Original post by Onde
I don't feel the need to defend Labour many decades ago :tongue:; if it's wrong, it's wrong.


I know, but that's why the same sorts of people are voting UKIP.
Reply 77
Original post by Onde
Farage was asked "In Ukip-land there would be no law against discrimination on the grounds of nationality. Would there be a law against discrimination on the grounds or race or colour?".

He said "No".

Asked about his comments on LBC, he said: “What I said is this: that if a British employer in small business wants to employ a British person over somebody from Poland they should be able to do that without fear that they contravene discrimination laws. That’s all I have said."
You also said;
- UKIP had a disproportionate number of members and ex-members who are xenophobic. Factually incorrect, they believe in a different immigration system based skills rather than being European.
- having former BNP and National Front members in the party. (their policy is to ban anyone who was EVER a part of these) Factually incorrect
- Farage also has a questionable past in regards singing Hitler Youth songs and saying things like "We will never win the n*gger vote. The n*g-n*gs will never vote for us". Accused of singing a Hitler song when he was a schoolboy in the 70s? Weak stuff.

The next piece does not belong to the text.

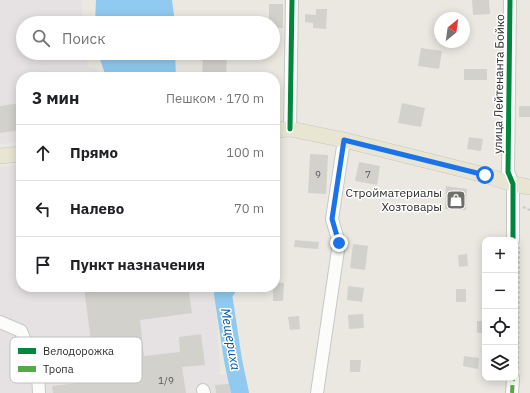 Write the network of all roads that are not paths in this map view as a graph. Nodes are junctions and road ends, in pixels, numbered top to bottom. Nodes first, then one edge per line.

I'm reporting you, if you want to discuss UKIP policy thats fine, but I'm not accepting these factually incorrect statements people make up that UKIP is an extreme or racist party just because you dislike them. People are finished with it, get a new line.
Reply 78
Original post by Onde
This is what he said later to cover his ass after he realised he had let the cat out of the bag. This time he didn't try to blame it on painkillers or being tired and emotional.

The sources happen to be the founder of UKIP, as well as a teacher.

The founder of UKIP has a personal grudge against the party because of internal politics, I don't think his opinion means much, he has trashed Douglas Carswell, all sorts of thing, he gives off the vibe of a very bitter man looking for attention.
Its really a nothing story, anyone can run a smear and claim so and so did something as a young lad, even if he did sing a Hitler song once, who cares? Have you never done politically incorrect things as a boy? This is really, really weak stuff if your best evidence for UKIP being a racist party is based on their leadier singing a song as a child, just admit you're wrong and keep quiet about things you don't know.
Reply 79
So much on this thread is regurgitated Facebook and Guardian Have Your Say comments.

Never did did I think Whigs could be so venomous.